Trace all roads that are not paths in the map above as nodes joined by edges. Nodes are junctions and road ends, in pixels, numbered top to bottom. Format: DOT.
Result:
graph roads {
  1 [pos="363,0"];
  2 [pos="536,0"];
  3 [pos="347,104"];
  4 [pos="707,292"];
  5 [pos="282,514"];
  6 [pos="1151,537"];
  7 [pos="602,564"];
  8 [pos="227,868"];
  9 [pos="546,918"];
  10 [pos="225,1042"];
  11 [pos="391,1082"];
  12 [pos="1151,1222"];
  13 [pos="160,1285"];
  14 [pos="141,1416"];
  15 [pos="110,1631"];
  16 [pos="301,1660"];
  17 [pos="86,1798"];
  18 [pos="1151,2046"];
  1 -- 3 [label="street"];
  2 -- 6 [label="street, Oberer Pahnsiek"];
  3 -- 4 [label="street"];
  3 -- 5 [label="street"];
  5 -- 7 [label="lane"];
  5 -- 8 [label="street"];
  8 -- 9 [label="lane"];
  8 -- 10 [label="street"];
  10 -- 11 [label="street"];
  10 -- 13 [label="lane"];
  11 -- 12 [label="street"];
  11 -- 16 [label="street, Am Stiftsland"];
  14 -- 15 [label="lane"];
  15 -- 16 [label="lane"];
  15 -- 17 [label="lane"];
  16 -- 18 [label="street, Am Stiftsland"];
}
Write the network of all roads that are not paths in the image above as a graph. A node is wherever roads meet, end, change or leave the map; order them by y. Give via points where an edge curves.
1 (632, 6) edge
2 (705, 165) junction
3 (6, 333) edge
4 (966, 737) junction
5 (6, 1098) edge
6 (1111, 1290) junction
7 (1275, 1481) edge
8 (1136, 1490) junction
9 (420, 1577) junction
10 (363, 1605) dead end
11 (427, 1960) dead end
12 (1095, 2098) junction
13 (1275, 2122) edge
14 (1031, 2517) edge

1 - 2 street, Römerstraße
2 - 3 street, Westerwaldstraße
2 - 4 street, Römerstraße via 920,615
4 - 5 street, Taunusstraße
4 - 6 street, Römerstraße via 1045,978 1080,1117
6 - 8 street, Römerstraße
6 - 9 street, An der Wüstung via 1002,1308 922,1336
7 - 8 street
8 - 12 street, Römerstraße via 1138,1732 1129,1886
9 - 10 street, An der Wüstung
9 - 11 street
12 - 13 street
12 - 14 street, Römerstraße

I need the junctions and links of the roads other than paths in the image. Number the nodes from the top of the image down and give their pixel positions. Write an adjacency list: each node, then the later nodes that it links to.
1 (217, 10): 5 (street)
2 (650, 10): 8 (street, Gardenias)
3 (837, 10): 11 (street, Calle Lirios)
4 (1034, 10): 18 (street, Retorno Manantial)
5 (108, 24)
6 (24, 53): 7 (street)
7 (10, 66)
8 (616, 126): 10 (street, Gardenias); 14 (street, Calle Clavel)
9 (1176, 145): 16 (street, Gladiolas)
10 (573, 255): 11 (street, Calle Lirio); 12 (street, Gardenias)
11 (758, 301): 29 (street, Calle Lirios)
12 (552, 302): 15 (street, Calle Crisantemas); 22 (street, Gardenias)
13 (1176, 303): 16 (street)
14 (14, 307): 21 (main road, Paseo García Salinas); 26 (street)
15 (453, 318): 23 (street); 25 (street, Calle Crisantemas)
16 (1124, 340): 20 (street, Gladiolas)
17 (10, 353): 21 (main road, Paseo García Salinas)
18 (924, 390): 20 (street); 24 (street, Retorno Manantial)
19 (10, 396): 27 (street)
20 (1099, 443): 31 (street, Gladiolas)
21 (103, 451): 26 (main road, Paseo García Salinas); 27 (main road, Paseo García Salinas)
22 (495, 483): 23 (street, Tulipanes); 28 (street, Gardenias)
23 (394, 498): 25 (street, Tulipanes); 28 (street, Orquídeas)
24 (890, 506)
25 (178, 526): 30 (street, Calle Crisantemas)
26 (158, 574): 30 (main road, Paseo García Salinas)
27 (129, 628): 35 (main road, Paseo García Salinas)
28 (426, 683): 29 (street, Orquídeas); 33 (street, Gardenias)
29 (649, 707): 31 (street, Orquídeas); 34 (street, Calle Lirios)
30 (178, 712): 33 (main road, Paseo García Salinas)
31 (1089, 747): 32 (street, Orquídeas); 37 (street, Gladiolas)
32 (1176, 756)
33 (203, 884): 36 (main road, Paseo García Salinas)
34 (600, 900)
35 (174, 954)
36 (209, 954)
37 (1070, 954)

■ ■ ■ ■ ■ ■ ■

ASSIGNED TASK » Work through the data and report how many of its lines hold the word "graph", giving only the figure.

WRITTEN ANSWER » 2